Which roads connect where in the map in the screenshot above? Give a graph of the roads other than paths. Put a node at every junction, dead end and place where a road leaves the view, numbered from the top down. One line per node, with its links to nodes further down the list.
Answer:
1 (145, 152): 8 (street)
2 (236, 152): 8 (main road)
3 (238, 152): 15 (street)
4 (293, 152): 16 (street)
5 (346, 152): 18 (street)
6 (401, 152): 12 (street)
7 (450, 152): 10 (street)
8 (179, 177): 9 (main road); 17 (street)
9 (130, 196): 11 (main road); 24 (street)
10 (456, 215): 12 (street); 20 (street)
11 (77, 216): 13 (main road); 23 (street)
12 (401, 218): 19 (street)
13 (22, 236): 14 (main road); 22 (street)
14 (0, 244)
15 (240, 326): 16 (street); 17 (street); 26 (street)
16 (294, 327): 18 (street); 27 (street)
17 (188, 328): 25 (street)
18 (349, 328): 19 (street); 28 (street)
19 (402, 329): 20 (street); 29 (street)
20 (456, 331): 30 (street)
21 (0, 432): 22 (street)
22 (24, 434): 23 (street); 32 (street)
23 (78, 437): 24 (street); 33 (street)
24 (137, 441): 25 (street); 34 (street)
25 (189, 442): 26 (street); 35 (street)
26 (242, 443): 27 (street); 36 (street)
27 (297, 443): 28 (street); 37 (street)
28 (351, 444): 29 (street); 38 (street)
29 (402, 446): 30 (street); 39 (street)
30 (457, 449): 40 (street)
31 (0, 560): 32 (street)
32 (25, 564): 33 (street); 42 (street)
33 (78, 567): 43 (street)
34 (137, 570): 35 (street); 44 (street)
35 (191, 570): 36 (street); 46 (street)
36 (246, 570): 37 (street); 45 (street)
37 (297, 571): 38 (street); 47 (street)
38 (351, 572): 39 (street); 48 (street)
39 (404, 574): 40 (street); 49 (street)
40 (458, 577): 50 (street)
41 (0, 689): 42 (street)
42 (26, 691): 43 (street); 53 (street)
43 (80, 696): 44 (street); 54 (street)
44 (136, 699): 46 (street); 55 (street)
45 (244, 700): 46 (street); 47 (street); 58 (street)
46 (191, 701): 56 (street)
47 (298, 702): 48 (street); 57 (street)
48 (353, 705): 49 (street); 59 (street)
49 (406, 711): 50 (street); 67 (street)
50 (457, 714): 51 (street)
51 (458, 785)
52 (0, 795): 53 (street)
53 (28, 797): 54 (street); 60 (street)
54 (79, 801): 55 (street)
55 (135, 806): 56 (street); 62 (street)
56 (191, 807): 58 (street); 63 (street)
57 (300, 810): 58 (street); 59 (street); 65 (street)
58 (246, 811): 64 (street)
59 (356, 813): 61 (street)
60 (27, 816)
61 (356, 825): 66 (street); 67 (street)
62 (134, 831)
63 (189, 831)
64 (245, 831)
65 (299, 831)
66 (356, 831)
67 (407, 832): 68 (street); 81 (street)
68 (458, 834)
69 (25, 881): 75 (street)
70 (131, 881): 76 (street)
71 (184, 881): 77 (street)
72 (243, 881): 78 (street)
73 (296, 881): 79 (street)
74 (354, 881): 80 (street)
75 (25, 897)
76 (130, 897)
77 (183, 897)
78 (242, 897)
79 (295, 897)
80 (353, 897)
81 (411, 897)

—————

» What you have to do
Your task is to restate every record exactly.

» Problem solution
Which roads connect where in the map in the screenshot above? Give a graph of the roads other than paths. Put a node at every junction, dead end and place where a road leaves the view, numbered from the top down. One line per node, with its links to nodes further down the list.
Answer:
1 (145, 152): 8 (street)
2 (236, 152): 8 (main road)
3 (238, 152): 15 (street)
4 (293, 152): 16 (street)
5 (346, 152): 18 (street)
6 (401, 152): 12 (street)
7 (450, 152): 10 (street)
8 (179, 177): 9 (main road); 17 (street)
9 (130, 196): 11 (main road); 24 (street)
10 (456, 215): 12 (street); 20 (street)
11 (77, 216): 13 (main road); 23 (street)
12 (401, 218): 19 (street)
13 (22, 236): 14 (main road); 22 (street)
14 (0, 244)
15 (240, 326): 16 (street); 17 (street); 26 (street)
16 (294, 327): 18 (street); 27 (street)
17 (188, 328): 25 (street)
18 (349, 328): 19 (street); 28 (street)
19 (402, 329): 20 (street); 29 (street)
20 (456, 331): 30 (street)
21 (0, 432): 22 (street)
22 (24, 434): 23 (street); 32 (street)
23 (78, 437): 24 (street); 33 (street)
24 (137, 441): 25 (street); 34 (street)
25 (189, 442): 26 (street); 35 (street)
26 (242, 443): 27 (street); 36 (street)
27 (297, 443): 28 (street); 37 (street)
28 (351, 444): 29 (street); 38 (street)
29 (402, 446): 30 (street); 39 (street)
30 (457, 449): 40 (street)
31 (0, 560): 32 (street)
32 (25, 564): 33 (street); 42 (street)
33 (78, 567): 43 (street)
34 (137, 570): 35 (street); 44 (street)
35 (191, 570): 36 (street); 46 (street)
36 (246, 570): 37 (street); 45 (street)
37 (297, 571): 38 (street); 47 (street)
38 (351, 572): 39 (street); 48 (street)
39 (404, 574): 40 (street); 49 (street)
40 (458, 577): 50 (street)
41 (0, 689): 42 (street)
42 (26, 691): 43 (street); 53 (street)
43 (80, 696): 44 (street); 54 (street)
44 (136, 699): 46 (street); 55 (street)
45 (244, 700): 46 (street); 47 (street); 58 (street)
46 (191, 701): 56 (street)
47 (298, 702): 48 (street); 57 (street)
48 (353, 705): 49 (street); 59 (street)
49 (406, 711): 50 (street); 67 (street)
50 (457, 714): 51 (street)
51 (458, 785)
52 (0, 795): 53 (street)
53 (28, 797): 54 (street); 60 (street)
54 (79, 801): 55 (street)
55 (135, 806): 56 (street); 62 (street)
56 (191, 807): 58 (street); 63 (street)
57 (300, 810): 58 (street); 59 (street); 65 (street)
58 (246, 811): 64 (street)
59 (356, 813): 61 (street)
60 (27, 816)
61 (356, 825): 66 (street); 67 (street)
62 (134, 831)
63 (189, 831)
64 (245, 831)
65 (299, 831)
66 (356, 831)
67 (407, 832): 68 (street); 81 (street)
68 (458, 834)
69 (25, 881): 75 (street)
70 (131, 881): 76 (street)
71 (184, 881): 77 (street)
72 (243, 881): 78 (street)
73 (296, 881): 79 (street)
74 (354, 881): 80 (street)
75 (25, 897)
76 (130, 897)
77 (183, 897)
78 (242, 897)
79 (295, 897)
80 (353, 897)
81 (411, 897)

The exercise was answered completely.